DATA SECTION:
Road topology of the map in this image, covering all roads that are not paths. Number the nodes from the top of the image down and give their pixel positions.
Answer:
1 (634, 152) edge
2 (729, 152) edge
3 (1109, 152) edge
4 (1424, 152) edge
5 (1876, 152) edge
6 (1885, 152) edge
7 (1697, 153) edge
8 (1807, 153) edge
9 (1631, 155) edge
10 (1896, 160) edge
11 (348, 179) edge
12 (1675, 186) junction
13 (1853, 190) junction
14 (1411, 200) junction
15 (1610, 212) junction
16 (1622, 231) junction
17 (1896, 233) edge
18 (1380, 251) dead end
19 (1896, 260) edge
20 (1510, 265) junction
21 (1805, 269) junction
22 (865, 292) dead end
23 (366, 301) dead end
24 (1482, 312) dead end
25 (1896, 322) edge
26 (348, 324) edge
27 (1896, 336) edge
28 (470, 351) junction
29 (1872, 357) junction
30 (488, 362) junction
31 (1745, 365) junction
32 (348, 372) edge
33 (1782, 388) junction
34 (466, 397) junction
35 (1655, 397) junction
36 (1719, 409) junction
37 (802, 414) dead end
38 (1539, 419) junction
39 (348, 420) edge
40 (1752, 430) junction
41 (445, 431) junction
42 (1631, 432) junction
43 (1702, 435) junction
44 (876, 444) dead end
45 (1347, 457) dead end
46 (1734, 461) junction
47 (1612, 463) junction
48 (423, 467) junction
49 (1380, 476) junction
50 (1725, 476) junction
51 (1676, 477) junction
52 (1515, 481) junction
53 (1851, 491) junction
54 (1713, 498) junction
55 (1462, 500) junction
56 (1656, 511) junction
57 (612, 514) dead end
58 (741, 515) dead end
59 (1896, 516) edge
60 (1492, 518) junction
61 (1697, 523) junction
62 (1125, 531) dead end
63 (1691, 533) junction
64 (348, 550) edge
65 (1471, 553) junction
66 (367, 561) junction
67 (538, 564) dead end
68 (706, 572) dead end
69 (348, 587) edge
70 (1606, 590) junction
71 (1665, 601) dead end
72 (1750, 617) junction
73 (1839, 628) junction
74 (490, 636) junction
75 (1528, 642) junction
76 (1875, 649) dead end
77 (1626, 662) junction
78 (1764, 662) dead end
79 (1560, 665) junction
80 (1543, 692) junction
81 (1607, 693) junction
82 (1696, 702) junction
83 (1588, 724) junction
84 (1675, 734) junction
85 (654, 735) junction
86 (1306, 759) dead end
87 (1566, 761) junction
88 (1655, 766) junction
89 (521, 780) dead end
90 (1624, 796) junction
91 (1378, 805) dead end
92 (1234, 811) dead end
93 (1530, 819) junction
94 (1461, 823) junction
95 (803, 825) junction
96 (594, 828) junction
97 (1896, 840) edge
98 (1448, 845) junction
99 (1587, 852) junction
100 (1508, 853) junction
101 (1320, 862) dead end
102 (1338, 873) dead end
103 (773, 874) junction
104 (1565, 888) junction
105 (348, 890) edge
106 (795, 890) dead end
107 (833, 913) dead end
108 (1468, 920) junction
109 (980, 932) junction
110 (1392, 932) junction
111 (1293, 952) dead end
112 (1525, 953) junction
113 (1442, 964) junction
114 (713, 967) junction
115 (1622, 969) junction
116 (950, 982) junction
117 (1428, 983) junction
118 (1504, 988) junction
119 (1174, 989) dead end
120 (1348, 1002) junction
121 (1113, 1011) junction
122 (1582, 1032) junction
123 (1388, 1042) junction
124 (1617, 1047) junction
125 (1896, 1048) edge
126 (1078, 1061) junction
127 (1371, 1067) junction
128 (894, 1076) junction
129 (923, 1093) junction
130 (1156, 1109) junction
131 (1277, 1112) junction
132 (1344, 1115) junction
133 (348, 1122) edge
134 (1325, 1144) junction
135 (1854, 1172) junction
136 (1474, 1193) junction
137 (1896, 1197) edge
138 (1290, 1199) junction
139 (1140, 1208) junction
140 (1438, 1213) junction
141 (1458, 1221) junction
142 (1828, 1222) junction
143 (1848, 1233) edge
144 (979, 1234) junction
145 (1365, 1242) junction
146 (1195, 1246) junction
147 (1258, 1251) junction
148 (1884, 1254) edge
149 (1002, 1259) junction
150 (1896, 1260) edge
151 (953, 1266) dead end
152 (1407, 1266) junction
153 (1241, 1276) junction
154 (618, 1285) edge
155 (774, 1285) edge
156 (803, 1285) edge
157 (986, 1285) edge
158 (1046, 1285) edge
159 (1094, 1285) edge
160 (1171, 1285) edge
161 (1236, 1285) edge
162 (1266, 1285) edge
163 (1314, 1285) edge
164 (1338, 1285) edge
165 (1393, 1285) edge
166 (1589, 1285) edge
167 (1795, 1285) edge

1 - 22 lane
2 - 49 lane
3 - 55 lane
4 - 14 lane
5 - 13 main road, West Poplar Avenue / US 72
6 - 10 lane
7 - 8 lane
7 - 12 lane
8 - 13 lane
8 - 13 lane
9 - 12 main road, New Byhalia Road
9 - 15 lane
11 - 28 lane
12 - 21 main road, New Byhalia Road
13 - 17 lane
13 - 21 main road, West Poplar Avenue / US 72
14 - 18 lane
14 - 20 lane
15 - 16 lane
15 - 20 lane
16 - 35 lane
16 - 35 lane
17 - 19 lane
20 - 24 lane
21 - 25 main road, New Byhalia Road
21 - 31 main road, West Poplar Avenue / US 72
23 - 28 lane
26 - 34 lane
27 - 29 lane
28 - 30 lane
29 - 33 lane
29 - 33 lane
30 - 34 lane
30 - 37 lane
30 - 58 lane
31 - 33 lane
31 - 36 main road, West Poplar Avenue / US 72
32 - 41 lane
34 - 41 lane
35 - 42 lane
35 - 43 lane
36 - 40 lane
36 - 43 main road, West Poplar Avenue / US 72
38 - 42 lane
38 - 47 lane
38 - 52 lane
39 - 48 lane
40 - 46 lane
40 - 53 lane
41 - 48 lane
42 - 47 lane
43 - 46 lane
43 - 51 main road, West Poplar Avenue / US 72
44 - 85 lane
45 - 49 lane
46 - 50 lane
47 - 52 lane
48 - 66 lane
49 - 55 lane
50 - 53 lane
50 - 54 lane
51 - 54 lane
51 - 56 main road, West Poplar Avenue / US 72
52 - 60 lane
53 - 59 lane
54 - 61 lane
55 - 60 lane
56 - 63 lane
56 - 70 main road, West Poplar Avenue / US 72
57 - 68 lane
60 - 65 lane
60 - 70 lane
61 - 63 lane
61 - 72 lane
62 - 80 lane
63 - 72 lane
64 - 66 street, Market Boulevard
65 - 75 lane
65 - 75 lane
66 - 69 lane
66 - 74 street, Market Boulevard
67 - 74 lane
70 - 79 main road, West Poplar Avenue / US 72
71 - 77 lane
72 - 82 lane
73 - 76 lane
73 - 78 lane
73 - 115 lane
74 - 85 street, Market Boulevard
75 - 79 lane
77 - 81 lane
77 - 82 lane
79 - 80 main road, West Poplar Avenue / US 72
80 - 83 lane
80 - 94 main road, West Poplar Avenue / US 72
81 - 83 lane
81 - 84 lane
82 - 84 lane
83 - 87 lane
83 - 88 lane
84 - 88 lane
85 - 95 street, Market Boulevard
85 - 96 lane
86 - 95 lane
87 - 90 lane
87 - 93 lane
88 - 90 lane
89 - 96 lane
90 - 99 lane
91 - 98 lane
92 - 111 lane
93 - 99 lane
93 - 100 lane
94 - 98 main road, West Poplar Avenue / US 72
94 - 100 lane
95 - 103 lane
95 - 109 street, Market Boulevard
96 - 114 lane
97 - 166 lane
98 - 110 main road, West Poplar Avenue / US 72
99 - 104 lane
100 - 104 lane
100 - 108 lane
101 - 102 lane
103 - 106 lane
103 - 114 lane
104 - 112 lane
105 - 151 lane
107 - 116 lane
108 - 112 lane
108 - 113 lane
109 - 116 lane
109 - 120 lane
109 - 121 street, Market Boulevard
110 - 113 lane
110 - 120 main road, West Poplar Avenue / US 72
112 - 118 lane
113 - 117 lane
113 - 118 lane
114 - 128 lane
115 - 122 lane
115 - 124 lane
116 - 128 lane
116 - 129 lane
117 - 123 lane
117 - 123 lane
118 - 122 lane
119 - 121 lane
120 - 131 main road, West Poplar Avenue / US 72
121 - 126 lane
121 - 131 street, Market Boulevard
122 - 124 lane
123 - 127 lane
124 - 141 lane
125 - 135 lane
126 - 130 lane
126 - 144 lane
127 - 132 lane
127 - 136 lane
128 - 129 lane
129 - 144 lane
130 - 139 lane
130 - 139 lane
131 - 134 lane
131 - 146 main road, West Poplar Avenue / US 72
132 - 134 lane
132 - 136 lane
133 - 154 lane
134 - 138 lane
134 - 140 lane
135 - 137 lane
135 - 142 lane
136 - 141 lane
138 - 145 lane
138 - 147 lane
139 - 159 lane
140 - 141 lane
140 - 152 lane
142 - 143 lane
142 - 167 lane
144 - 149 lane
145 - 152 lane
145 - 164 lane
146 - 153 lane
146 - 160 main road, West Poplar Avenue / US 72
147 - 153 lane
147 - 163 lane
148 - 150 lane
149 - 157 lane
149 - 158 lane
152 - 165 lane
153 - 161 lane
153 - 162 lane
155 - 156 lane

WHAT IS EXPECTED: In the records above, locate every line with the string "Market" and copy it.

THE COMPLETED TASK:
64 - 66 street, Market Boulevard
66 - 74 street, Market Boulevard
74 - 85 street, Market Boulevard
85 - 95 street, Market Boulevard
95 - 109 street, Market Boulevard
109 - 121 street, Market Boulevard
121 - 131 street, Market Boulevard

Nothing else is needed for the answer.